Gullock avait appartenu à l'équipage du Cygnet, capitaine Charles Swan, qui fut l'un des rares capitaines non-espagnols à avoir traversé la grande mer du Sud (l'océan Pacifique) au XVIIe siècle. Il avait donc été l'un des compagnons de William Dampier. 

Je n'ai évidemment pas pu inclure toutes les trouvailles (et elles sont nombreuses) que j'ai faites concernant les aventures « asiatiques » des flibustiers du Cygnet, qui revenaient de faire la course contre les Espagnols aux côtes pacifiques des Amériques.  Le séjour de plusieurs mois que ces flibustiers firent chez le sultan de Mindanao (aux Philippines) a été peu étudié, ainsi que les circonstances de la décision du deux tiers d'entre eux d'abandonner leur capitaine et ses partisans chez ce monarque musulman. De même, la course subséquente du Cygnet, sous leur conduite, vers la mer de Chine méridionale jusqu'à Madagascar, et le sort de ceux qui, comme Gullock, demeurèrent à Mindanao.

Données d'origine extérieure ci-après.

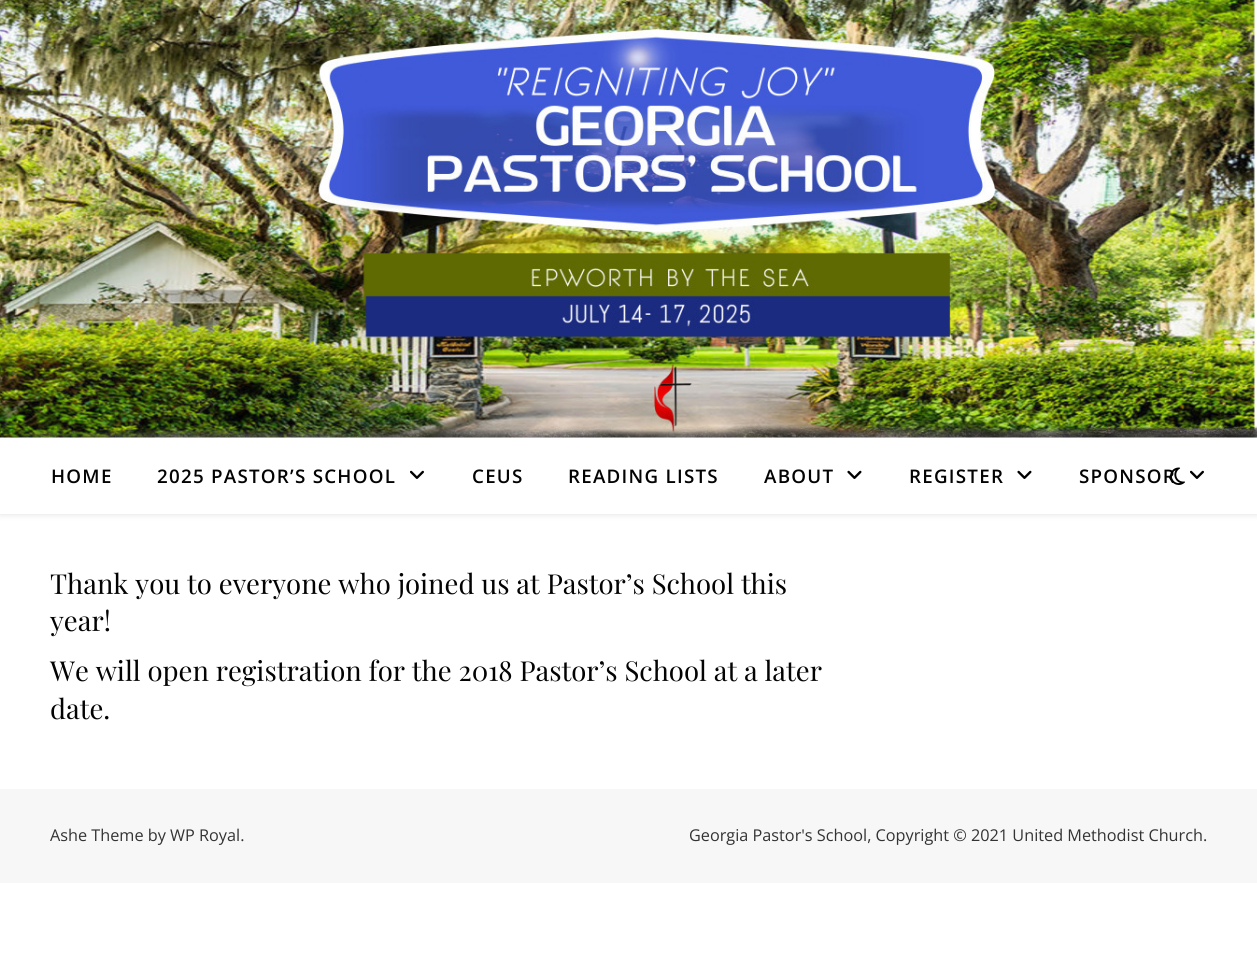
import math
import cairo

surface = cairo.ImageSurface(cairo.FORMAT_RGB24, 1257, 964)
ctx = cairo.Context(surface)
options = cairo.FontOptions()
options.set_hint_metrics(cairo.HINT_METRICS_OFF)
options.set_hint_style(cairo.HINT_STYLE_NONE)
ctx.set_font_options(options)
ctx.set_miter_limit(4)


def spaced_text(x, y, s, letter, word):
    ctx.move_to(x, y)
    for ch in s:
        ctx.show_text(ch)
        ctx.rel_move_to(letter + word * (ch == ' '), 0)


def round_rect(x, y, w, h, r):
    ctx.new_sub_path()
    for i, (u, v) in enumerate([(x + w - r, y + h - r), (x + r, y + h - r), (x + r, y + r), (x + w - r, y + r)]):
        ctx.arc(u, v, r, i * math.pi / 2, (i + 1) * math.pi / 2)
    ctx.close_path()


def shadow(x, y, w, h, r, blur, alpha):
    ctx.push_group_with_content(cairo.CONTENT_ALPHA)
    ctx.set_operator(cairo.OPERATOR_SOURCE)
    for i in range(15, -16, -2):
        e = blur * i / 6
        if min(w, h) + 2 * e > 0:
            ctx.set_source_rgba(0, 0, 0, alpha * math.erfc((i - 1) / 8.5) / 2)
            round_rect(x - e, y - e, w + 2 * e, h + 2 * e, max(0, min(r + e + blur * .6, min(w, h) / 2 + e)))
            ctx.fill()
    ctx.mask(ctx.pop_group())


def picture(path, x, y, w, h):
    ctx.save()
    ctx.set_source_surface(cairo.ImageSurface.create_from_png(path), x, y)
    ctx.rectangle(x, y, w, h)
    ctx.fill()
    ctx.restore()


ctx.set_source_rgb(1, 1, 1)
ctx.paint()
picture("img1.png", 0, 0, 1257, 438)
ctx.set_source_rgb(0, 0, 0)
shadow(0, 439, 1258, 76, 0, 3, 0.1)
ctx.set_source_rgb(1, 1, 1)
ctx.rectangle(0, 438, 1257, 76)
ctx.fill()
ctx.select_font_face("Open Sans SemiBold")
ctx.set_font_size(18.75)
ctx.set_source_rgb(0.012, 0.012, 0.012)
spaced_text(51, 483, "HOME", 1.25, 0)
spaced_text(157, 483, "2025 PASTOR’S SCHOOL", 1.25, 0)
picture("img2.png", 410, 470, 14, 9)
spaced_text(472, 483, "CEUS", 1.25, 0)
spaced_text(568, 483, "READING LISTS", 1.25, 0)
spaced_text(764, 483, "ABOUT", 1.25, 0)
picture("img3.png", 847, 470, 15, 9)
spaced_text(909, 483, "REGISTER", 1.25, 0)
picture("img3.png", 1017, 470, 15, 9)
spaced_text(1079, 483, "SPONSOR", 1.25, 0)
picture("img2.png", 1190, 470, 14, 9)
picture("img4.png", 1170, 467, 15, 18)
ctx.select_font_face("Playfair Display")
ctx.set_font_size(27.5)
ctx.move_to(50, 594)
ctx.show_text("Thank you to everyone who joined us at Pastor’s School this")
ctx.move_to(50, 631)
ctx.show_text("year!")
ctx.move_to(50, 681)
ctx.show_text("We will open registration for the 2018 Pastor’s School at a later")
ctx.move_to(50, 719)
ctx.show_text("date.")
ctx.set_source_rgb(0.965, 0.965, 0.965)
ctx.rectangle(0, 789, 1257, 94)
ctx.fill()
ctx.select_font_face("Open Sans")
ctx.set_font_size(16.25)
ctx.set_source_rgb(0.2, 0.2, 0.2)
ctx.move_to(50, 841)
ctx.show_text("Ashe Theme by WP Royal.")
ctx.move_to(689, 841)
ctx.show_text("Georgia Pastor's School, Copyright © 2021 United Methodist Church.")
surface.write_to_png("page.png")
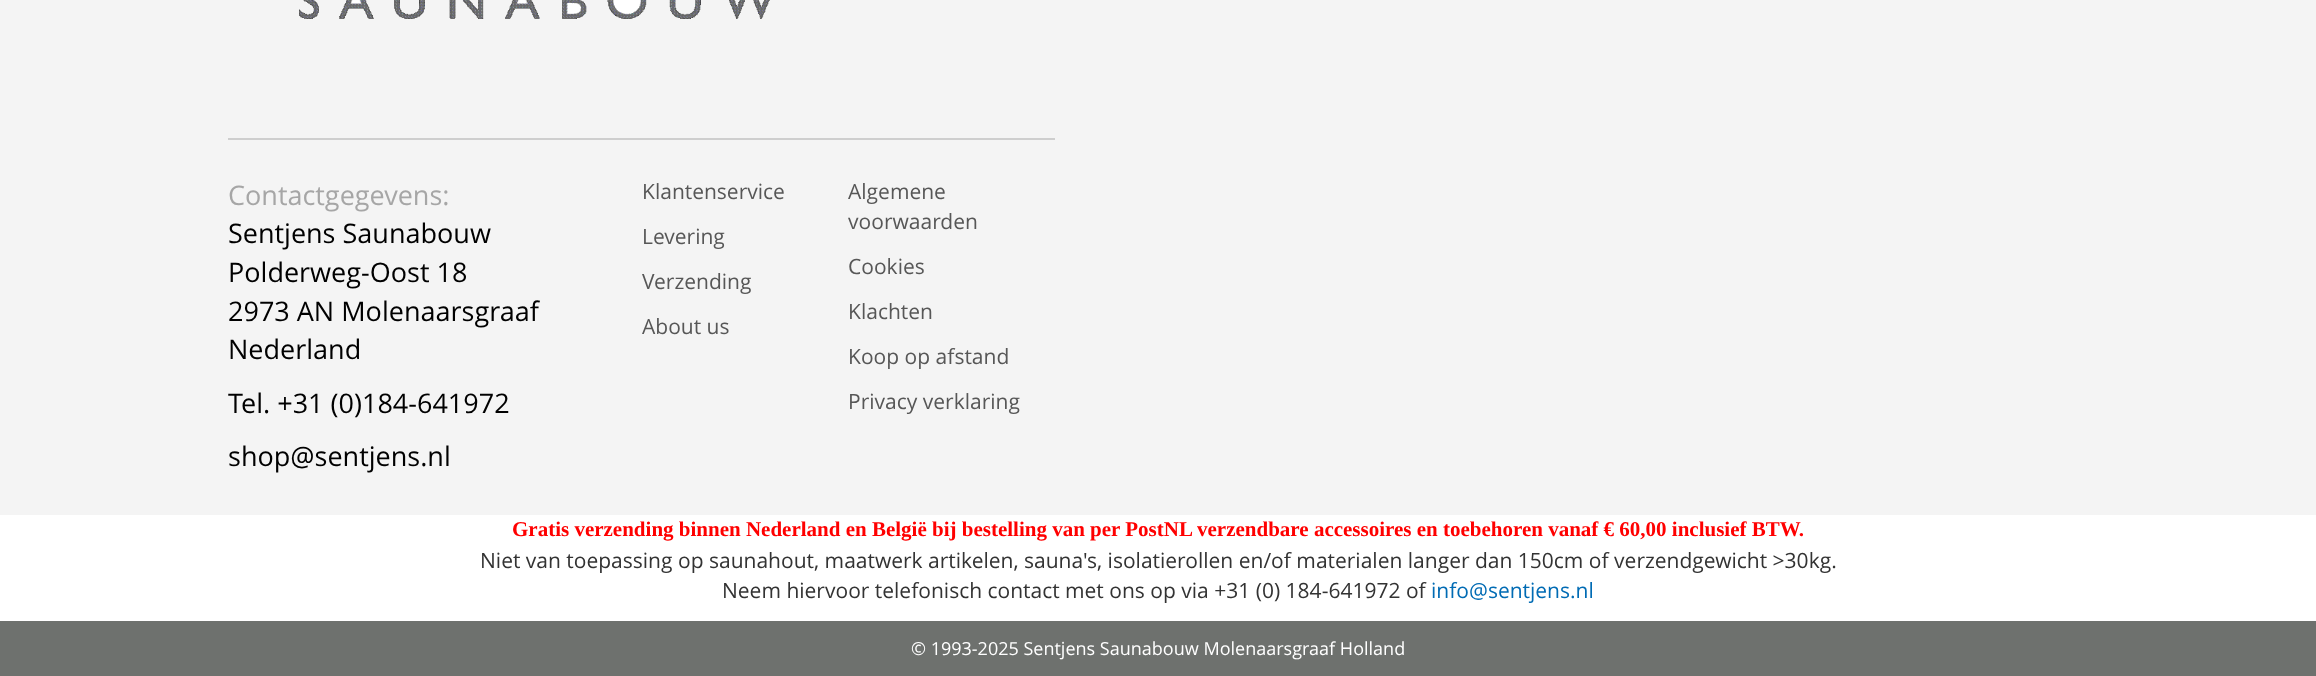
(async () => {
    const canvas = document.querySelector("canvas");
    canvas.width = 2316;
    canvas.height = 676;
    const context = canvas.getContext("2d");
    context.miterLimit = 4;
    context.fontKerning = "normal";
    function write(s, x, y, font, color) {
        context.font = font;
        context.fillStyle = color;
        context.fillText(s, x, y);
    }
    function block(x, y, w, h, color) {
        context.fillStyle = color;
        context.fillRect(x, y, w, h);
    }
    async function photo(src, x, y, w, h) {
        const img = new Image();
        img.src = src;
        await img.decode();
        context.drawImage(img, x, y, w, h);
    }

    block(0, 0, 2316, 676, "rgb(255, 255, 255)");
    block(0, 0, 2316, 515, "rgb(244, 244, 244)");
    await photo("media/1.png", 299, 0, 471, 19);
    block(228, 138, 827, 2, "rgb(206, 206, 206)");
    write("Contactgegevens:", 228, 205, "27px Open Sans", "rgb(166, 166, 166)");
    write("Sentjens Saunabouw", 228, 243, "27px Open Sans", "rgb(0, 0, 0)");
    write("Polderweg-Oost 18", 228, 282, "27px Open Sans", "rgb(0, 0, 0)");
    write("2973 AN Molenaarsgraaf", 228, 321, "27px Open Sans", "rgb(0, 0, 0)");
    write("Nederland", 228, 359, "27px Open Sans", "rgb(0, 0, 0)");
    write("Tel. +31 (0)184-641972", 228, 413, "27px Open Sans", "rgb(0, 0, 0)");
    write("shop@sentjens.nl", 228, 466, "27px Open Sans", "rgb(0, 0, 0)");
    write("Klantenservice", 642, 199, "21px Open Sans", "rgb(87, 87, 87)");
    write("Levering", 642, 244, "21px Open Sans", "rgb(87, 87, 87)");
    write("Verzending", 642, 289, "21px Open Sans", "rgb(87, 87, 87)");
    write("About us", 642, 334, "21px Open Sans", "rgb(87, 87, 87)");
    write("Algemene", 848, 199, "21px Open Sans", "rgb(87, 87, 87)");
    write("voorwaarden", 848, 229, "21px Open Sans", "rgb(87, 87, 87)");
    write("Cookies", 848, 274, "21px Open Sans", "rgb(87, 87, 87)");
    write("Klachten", 848, 319, "21px Open Sans", "rgb(87, 87, 87)");
    write("Koop op afstand", 848, 364, "21px Open Sans", "rgb(87, 87, 87)");
    write("Privacy verklaring", 848, 409, "21px Open Sans", "rgb(87, 87, 87)");
    write("Gratis verzending binnen Nederland en België bij bestelling van per PostNL verzendbare accessoires en toebehoren vanaf € 60,00 inclusief BTW.", 512, 536, "bold 21px Liberation Serif", "rgb(255, 0, 0)");
    write("Niet van toepassing op saunahout, maatwerk artikelen, sauna's, isolatierollen en/of materialen langer dan 150cm of verzendgewicht >30kg.", 480, 568, "21px Open Sans", "rgb(51, 51, 51)");
    write("Neem hiervoor telefonisch contact met ons op via +31 (0) 184-641972 of", 722, 598, "21px Open Sans", "rgb(51, 51, 51)");
    write("info@sentjens.nl", 1431, 598, "21px Open Sans", "rgb(0, 107, 180)");
    block(0, 621, 2316, 55, "rgb(110, 113, 110)");
    write("© 1993-2025 Sentjens Saunabouw Molenaarsgraaf Holland", 911, 655, "18px Open Sans", "rgb(255, 255, 255)");
})();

La référence de l'article est la suivante :

Andrew F. Smith et Raynald Laprise, « Thomas Gullocks's arrival in the East Indies », Borneo Research Bulletin, vol. 50 (2019), p. 25-31.

Une copie de ce texte peut être lue dans The Free Library. Malheureusement, l'article n'y est pas mis en forme, et cela peut rendre sa lecture un peu ardue.

4 février 2021

Quelques réflexions sur l’étymologie du mot « flibustier »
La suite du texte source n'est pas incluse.